How does the Church Interpret Scripture?

    First, by looking at how the Church has already interpreted that Scripture.  We have been doing interpretations for some 2,000 years, and there is an enormous corpus of written interpretation.  In most cases, it is not necessary to create an interpretation for every verse of the Bible -- it's been done, and done, and done for the last 2 millenia.  Councils only issue rulings on belief when there is an argument.  The first Ecumenical council at Nicea, in 325 AD, was called to deal with the Arian heresy -- the individual idea that Jesus was not God, but just a man especially blessed by God.  They do no rule on what everyone believes. Thus, there are things that every Christian believes devoutly, which were never captured in Scripture.

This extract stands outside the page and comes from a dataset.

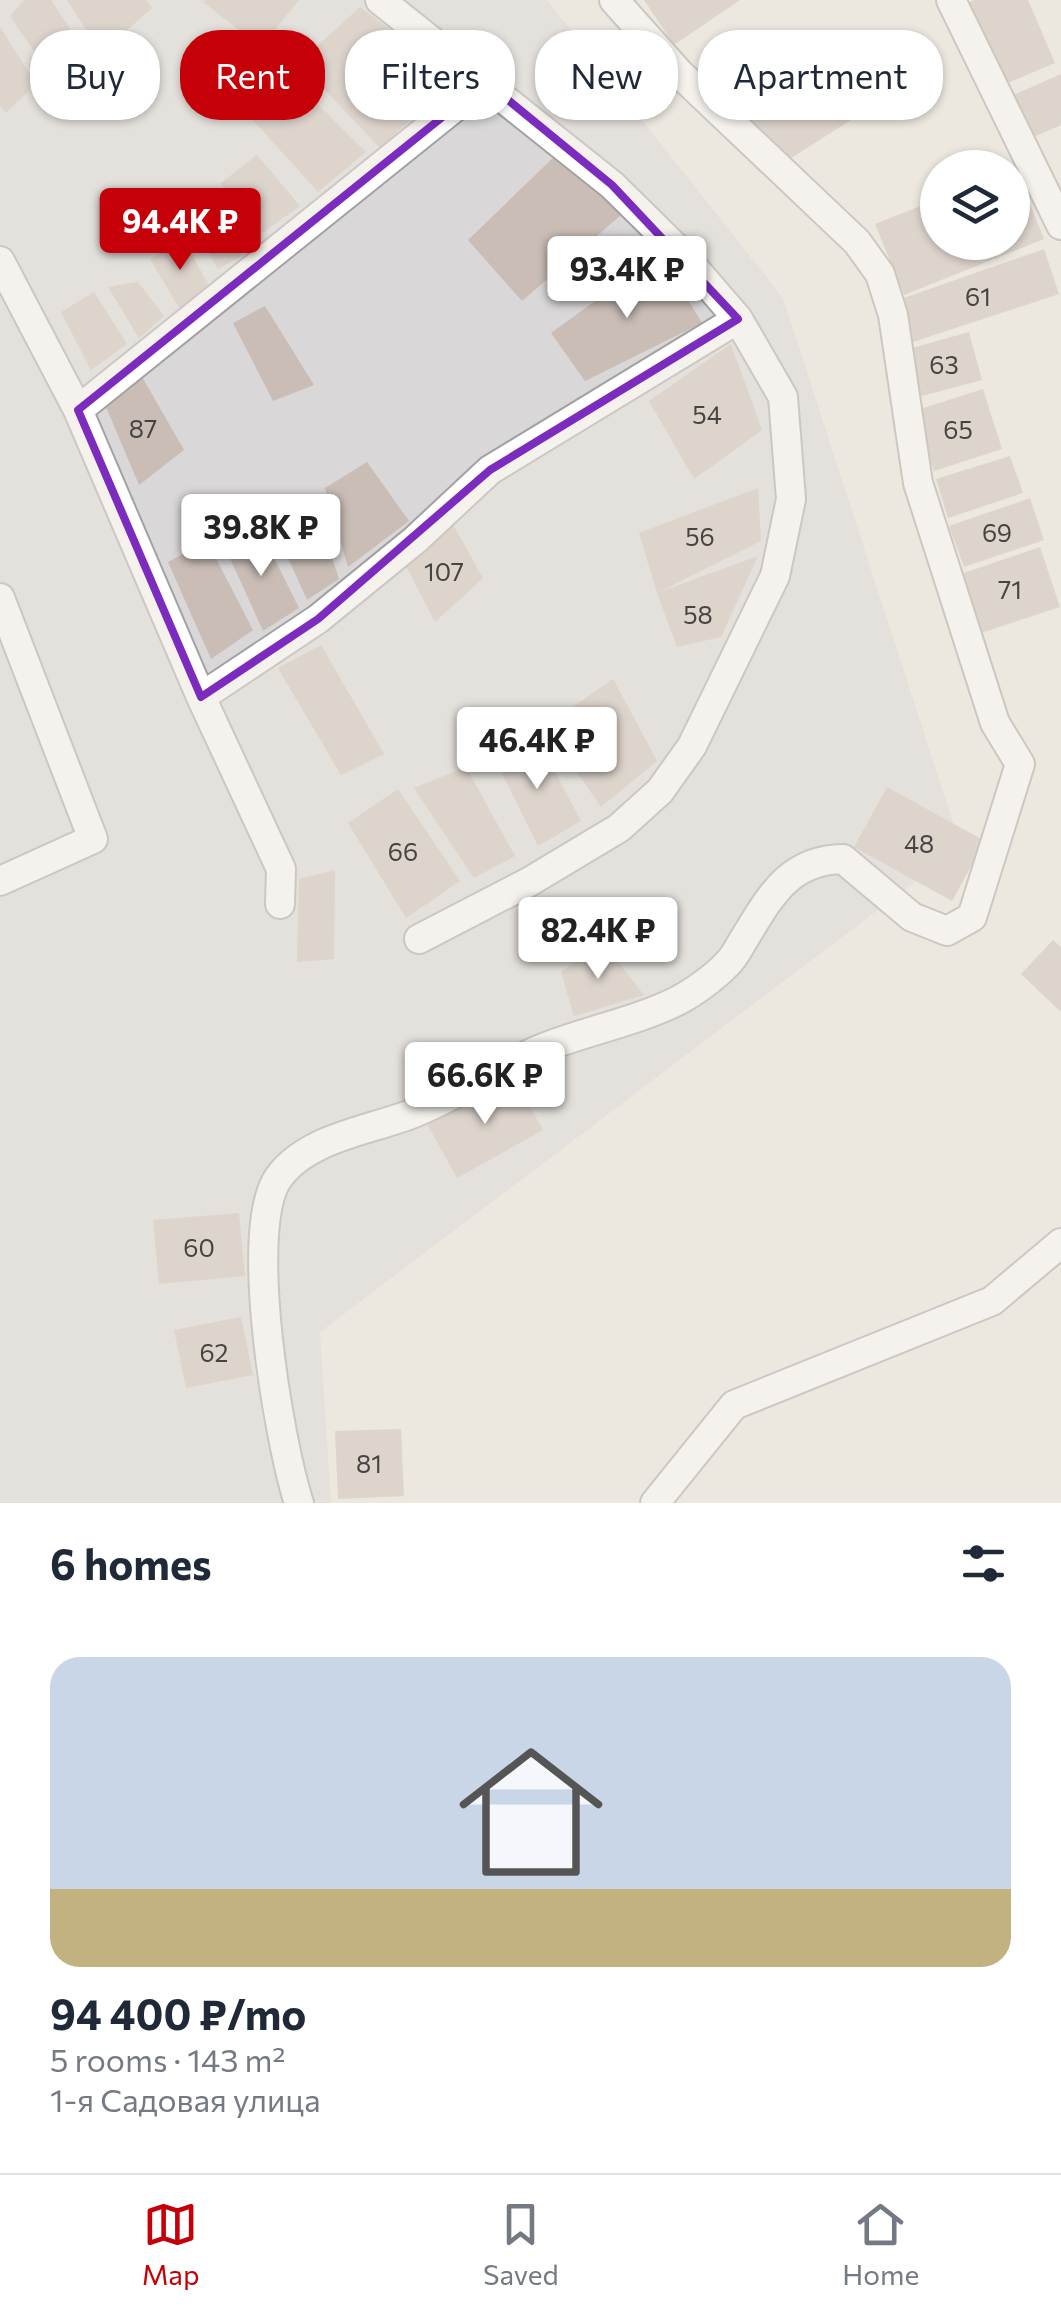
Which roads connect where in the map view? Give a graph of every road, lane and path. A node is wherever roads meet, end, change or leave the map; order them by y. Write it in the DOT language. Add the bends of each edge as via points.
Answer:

    Second, by discussion -- long discussion.  Every part of the Church needs to comment on a new idea or a new practice.  Most things fall by the wayside -- they are forgotten, and don't influence the Faith.  Others prevail -- the whole body of the Church takes them to heart and lives them.
 
    The Church has a continuous and unbroken history, from Jesus to the present day -- there was no 1400 year gap from 100 AD (Death of John) to 1500 (the Protestant Deformation).  And no chaos of competing individual interpretations.  

The Epistemological Question: "How do you  know that?"

    . . . is one the practitioner of "Solo Mio" cannot answer.  

    He will go around in circles, saying "The Spirit told me." 
    To which the answer is "How do you know which spirit that it?",
    Which usually gets "The Spirit agrees with the Bible.".  
    The next round is:  "Your spirit tells you how to interpret the Bible, yes?"
    "Yes."
    Next I ask: "And you judge the spirit by how well it agrees with how that spirit has told you to interpret the Bible, yes?
    "Yes."
    "How do you know who or what spirit that is?'
    At which point they start foaming at the mouth.

    At BEST, that spirit is their own imagination -- which is shown by the thousands of little Protestant sects, each shrilly maintaining the infallibility of their interpretation, above all others.  At worst, it leads to things like the Jehovah's Witnesses, with their denial of Jesus' divinity and their lies and brainwashing.  They have no assurance that anything they say or do is correct -- no authority whatever.  Simply individual caprice.

    The Church, on the other hand, can point to a direct line of authority, through the Bishops to the Apostles and Christ Himself, and to a tried and tested means of determining correct interpretation -- the Conciliar model.